Input for this task:
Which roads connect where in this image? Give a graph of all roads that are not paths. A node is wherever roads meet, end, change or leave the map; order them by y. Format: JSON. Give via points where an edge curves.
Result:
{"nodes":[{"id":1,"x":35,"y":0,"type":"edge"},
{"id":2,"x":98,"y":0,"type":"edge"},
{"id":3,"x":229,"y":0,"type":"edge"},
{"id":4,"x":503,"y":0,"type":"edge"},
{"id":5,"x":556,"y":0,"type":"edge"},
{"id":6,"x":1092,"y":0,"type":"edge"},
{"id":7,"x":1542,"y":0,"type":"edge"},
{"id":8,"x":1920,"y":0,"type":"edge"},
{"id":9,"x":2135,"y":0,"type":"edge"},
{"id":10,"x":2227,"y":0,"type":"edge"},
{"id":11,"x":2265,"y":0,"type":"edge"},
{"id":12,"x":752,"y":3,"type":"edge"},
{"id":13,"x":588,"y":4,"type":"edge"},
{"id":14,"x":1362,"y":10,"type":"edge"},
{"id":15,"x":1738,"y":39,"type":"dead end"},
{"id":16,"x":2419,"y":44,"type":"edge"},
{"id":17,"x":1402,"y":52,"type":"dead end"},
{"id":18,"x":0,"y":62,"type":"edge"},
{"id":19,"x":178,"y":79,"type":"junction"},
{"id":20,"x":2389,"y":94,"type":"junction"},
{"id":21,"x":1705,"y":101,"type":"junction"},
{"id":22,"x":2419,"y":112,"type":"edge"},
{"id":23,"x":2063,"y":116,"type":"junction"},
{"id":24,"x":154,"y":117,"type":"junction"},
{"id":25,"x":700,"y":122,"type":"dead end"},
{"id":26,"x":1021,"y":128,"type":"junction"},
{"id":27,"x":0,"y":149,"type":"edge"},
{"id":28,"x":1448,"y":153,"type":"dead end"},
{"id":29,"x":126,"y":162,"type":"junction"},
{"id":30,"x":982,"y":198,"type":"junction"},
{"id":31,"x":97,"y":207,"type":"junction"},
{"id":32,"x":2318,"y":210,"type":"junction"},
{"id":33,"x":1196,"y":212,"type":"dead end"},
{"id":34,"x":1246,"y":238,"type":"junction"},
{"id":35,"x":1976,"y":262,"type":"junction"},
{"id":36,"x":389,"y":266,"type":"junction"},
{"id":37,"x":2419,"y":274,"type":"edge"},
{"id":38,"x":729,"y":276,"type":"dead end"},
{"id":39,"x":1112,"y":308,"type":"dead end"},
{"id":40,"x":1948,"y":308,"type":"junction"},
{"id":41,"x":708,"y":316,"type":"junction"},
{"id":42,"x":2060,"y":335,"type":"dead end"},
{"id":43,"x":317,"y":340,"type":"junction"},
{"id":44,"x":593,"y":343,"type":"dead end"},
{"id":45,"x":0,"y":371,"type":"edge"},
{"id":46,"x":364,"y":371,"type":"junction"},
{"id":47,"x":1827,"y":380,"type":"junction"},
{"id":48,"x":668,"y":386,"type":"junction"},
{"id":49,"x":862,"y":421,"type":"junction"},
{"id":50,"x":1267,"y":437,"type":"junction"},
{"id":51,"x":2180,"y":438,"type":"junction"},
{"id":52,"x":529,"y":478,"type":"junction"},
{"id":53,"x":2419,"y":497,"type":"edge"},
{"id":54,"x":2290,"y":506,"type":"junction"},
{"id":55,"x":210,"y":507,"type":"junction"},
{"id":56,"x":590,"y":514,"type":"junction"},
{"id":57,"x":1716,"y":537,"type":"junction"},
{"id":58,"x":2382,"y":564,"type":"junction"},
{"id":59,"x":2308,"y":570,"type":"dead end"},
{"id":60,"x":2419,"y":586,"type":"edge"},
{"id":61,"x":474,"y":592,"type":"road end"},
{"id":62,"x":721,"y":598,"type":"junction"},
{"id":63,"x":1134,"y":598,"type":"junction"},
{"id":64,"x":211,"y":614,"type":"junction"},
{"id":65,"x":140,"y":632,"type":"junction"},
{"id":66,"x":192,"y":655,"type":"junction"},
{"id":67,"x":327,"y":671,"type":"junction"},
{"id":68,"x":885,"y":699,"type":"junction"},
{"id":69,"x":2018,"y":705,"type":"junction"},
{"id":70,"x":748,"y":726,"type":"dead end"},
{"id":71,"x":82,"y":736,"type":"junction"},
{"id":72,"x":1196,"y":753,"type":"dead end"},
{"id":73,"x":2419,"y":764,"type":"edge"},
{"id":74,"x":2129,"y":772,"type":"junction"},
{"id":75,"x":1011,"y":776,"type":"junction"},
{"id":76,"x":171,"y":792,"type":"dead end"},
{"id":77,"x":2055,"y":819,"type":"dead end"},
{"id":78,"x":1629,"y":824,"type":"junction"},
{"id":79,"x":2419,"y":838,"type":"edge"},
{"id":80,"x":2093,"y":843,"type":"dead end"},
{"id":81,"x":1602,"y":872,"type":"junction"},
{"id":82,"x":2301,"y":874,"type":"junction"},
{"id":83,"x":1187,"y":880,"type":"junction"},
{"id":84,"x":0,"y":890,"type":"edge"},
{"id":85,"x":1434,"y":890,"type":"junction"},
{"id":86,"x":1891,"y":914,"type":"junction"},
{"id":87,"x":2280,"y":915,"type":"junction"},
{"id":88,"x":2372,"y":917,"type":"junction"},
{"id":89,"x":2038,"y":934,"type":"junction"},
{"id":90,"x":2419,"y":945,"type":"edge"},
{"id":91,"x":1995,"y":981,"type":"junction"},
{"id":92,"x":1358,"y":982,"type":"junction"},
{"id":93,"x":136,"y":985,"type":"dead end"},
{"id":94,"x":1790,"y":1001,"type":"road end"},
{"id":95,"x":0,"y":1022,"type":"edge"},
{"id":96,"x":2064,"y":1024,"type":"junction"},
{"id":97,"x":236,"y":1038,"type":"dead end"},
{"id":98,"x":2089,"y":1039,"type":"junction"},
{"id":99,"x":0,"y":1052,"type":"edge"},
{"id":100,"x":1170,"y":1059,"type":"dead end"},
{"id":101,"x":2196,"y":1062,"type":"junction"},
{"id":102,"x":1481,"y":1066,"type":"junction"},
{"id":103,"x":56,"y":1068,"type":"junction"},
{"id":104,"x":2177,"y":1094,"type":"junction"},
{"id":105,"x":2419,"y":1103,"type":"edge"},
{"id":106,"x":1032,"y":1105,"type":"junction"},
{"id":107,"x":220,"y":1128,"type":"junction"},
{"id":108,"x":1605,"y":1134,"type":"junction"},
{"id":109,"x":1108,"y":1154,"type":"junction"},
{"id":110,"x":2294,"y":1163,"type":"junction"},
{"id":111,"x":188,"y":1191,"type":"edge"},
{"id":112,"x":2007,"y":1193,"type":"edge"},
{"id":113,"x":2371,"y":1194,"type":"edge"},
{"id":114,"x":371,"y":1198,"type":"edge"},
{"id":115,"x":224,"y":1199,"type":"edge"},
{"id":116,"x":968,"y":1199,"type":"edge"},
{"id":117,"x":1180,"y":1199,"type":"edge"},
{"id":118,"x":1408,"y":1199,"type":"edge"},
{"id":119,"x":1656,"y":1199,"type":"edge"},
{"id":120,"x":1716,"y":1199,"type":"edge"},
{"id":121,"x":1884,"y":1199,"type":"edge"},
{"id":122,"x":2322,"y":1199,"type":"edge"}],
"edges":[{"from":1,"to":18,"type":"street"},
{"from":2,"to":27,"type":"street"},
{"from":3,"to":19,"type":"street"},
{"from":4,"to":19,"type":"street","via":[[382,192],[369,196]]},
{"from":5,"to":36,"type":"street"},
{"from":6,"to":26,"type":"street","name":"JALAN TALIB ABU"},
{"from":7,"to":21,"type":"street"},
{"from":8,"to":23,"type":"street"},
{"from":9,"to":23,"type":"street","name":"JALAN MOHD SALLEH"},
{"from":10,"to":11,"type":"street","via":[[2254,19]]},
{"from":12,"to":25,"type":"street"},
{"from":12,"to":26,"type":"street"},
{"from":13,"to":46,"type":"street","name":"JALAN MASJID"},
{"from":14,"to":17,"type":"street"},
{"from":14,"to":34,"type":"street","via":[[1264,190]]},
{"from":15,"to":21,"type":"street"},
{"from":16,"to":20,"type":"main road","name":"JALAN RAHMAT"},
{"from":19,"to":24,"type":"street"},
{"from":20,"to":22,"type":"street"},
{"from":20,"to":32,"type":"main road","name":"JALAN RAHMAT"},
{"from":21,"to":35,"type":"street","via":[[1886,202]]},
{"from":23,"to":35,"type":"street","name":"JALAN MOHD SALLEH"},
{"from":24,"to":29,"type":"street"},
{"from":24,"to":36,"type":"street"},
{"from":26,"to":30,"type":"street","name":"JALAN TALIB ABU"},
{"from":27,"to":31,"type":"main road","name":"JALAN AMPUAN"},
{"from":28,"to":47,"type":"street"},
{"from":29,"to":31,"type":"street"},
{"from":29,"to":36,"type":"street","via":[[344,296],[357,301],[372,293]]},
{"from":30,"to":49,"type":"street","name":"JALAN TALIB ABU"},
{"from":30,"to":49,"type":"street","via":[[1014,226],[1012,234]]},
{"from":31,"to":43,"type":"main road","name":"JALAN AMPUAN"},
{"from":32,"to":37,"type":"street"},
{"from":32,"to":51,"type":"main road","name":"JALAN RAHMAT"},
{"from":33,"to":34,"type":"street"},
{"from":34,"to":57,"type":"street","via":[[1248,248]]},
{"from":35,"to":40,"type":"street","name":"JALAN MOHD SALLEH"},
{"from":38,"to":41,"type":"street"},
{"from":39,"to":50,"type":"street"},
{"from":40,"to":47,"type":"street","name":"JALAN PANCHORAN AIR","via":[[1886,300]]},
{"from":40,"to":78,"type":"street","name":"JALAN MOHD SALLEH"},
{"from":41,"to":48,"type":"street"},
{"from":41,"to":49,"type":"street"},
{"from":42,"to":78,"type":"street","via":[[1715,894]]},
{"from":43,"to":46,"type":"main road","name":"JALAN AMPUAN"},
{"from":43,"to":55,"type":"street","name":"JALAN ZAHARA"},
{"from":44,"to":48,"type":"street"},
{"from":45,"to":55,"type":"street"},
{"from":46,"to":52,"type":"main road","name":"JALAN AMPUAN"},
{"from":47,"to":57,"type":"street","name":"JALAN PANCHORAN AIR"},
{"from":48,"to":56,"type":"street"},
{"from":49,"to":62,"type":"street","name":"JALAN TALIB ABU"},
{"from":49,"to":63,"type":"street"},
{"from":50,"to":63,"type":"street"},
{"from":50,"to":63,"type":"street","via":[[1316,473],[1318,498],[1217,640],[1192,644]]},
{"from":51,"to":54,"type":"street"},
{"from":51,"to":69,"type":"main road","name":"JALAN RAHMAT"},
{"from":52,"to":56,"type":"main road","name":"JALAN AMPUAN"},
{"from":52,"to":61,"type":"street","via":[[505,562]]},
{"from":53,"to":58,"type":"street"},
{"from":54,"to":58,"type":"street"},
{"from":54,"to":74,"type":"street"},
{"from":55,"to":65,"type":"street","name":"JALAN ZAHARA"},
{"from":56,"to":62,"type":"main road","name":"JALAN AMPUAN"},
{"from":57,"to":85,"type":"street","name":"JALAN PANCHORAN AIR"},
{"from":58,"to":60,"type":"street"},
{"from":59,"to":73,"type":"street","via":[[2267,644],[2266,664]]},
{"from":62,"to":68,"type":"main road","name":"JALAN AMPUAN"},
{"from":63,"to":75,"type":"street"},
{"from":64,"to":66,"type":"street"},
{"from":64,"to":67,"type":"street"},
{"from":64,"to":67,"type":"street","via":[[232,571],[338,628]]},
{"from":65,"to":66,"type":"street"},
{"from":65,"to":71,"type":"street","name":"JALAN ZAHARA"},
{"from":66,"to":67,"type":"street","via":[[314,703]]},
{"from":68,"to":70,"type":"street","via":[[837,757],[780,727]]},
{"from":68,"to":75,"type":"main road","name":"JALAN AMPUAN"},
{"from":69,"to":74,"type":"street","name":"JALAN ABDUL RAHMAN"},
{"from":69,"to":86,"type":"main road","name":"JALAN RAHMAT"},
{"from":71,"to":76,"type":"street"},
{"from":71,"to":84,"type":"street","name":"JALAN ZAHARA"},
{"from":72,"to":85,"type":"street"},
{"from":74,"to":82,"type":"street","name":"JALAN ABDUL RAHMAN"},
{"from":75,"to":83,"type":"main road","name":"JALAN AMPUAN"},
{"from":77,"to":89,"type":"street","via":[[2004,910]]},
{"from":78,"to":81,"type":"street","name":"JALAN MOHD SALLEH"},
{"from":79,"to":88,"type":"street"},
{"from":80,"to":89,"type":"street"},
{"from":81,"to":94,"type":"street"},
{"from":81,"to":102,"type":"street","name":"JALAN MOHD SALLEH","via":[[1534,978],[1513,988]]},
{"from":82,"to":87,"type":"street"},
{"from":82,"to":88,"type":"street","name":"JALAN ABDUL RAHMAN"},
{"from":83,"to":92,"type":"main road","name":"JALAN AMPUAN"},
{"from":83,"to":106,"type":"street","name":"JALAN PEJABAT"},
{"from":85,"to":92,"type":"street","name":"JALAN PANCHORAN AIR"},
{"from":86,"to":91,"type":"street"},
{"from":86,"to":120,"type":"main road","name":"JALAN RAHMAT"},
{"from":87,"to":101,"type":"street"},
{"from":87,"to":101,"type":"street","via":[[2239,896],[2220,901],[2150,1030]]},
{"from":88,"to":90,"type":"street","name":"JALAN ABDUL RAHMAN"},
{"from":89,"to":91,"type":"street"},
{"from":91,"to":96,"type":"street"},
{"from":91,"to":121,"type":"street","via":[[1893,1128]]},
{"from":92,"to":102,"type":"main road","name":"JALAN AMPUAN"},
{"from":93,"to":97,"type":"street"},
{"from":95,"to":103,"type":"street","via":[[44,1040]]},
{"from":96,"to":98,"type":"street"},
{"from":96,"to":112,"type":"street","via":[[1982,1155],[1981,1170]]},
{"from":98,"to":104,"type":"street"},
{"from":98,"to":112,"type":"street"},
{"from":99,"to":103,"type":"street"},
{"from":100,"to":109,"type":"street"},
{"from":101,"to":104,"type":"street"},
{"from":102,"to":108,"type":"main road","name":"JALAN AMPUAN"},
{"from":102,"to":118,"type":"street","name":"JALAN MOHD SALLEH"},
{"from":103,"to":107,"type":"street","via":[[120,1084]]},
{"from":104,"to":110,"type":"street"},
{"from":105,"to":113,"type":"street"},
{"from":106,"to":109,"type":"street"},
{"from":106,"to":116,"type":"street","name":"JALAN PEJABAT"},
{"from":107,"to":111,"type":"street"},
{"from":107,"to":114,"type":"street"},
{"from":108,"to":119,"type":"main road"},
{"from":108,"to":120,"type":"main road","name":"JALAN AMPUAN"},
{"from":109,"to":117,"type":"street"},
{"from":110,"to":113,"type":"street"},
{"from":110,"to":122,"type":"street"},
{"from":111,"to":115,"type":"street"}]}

About this task: Tell how many lines of the material above hold "RAHMAT", answering with a bare number.

Written response: 6